* [SOURCE DATA]:
--------------------------------------------------

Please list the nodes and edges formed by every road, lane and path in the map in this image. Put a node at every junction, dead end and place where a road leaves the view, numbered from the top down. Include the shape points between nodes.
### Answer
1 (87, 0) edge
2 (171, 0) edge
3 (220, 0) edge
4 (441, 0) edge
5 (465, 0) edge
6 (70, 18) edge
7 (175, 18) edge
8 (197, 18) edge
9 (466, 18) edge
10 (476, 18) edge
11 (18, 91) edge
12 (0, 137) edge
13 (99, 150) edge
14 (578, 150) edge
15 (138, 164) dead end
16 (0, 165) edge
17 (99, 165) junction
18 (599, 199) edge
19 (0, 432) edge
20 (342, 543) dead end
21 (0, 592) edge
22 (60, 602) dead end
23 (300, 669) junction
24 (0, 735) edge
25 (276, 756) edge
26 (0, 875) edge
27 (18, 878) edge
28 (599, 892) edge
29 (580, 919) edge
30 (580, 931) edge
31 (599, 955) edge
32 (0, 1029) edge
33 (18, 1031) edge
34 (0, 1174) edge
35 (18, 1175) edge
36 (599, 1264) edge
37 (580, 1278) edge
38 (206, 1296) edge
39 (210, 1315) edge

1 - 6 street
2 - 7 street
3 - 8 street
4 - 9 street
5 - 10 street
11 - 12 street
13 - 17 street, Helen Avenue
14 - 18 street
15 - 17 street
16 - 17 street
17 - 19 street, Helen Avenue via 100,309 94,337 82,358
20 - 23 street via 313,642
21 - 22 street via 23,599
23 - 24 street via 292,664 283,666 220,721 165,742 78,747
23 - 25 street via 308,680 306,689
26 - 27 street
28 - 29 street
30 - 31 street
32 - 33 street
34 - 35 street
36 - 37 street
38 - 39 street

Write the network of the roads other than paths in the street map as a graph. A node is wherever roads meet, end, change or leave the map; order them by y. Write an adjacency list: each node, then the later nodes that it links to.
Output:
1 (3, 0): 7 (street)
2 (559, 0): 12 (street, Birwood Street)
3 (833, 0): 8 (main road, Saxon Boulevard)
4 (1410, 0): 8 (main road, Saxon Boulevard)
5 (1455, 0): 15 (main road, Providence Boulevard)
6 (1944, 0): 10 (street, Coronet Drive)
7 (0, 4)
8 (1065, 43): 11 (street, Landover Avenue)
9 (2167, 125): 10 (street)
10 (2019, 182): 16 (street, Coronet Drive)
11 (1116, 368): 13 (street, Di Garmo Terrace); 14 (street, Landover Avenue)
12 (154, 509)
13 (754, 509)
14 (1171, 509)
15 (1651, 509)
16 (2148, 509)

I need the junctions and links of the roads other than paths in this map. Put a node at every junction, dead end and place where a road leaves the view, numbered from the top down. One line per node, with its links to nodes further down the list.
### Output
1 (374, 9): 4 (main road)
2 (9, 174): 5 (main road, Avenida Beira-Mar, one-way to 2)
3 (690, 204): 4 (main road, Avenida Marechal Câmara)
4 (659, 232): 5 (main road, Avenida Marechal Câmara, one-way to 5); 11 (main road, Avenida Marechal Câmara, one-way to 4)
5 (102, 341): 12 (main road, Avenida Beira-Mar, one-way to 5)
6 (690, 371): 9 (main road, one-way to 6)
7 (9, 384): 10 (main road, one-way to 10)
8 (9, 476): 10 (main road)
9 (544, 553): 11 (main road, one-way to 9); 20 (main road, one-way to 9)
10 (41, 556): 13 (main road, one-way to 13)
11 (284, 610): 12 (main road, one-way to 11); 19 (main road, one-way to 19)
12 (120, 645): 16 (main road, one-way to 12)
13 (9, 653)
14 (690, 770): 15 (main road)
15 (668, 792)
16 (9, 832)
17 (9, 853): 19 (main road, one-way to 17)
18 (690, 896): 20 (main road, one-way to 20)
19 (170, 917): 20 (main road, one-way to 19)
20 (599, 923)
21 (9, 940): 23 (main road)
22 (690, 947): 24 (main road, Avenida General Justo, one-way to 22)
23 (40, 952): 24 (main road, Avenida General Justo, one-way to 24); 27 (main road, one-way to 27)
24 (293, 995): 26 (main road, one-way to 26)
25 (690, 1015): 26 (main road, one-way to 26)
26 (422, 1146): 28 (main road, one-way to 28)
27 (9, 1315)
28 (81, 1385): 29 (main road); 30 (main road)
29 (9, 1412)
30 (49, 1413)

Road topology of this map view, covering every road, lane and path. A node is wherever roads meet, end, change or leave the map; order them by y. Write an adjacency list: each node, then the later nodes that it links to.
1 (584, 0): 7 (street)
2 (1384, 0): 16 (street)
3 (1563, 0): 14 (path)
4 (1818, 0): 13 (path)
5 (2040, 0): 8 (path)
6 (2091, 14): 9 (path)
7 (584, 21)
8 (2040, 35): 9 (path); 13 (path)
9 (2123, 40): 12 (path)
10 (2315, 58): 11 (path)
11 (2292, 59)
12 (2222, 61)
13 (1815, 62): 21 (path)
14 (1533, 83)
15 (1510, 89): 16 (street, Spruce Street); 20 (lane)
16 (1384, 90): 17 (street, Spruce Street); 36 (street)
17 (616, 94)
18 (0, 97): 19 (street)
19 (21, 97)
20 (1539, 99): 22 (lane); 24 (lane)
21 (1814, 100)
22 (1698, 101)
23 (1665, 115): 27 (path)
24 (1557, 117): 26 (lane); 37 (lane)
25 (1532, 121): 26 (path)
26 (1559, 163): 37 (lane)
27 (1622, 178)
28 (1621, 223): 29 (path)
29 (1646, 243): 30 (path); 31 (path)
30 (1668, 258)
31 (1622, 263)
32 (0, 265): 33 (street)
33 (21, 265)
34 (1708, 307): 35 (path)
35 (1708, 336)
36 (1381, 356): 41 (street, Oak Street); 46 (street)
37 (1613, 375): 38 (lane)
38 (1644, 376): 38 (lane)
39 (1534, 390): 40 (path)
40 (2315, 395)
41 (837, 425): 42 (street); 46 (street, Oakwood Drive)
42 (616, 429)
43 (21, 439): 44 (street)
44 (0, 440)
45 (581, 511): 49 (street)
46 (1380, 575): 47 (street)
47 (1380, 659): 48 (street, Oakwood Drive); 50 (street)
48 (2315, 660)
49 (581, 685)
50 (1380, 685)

--------------------------------------------------

* [TASK OBJECTIVE]: Which lines above contain the word "place"? Copy each one.

* [YOUR RESPONSE]:
Please list the nodes and edges formed by every road, lane and path in the map in this image. Put a node at every junction, dead end and place where a road leaves the view, numbered from the top down. Include the shape points between nodes.
I need the junctions and links of the roads other than paths in this map. Put a node at every junction, dead end and place where a road leaves the view, numbered from the top down. One line per node, with its links to nodes further down the list.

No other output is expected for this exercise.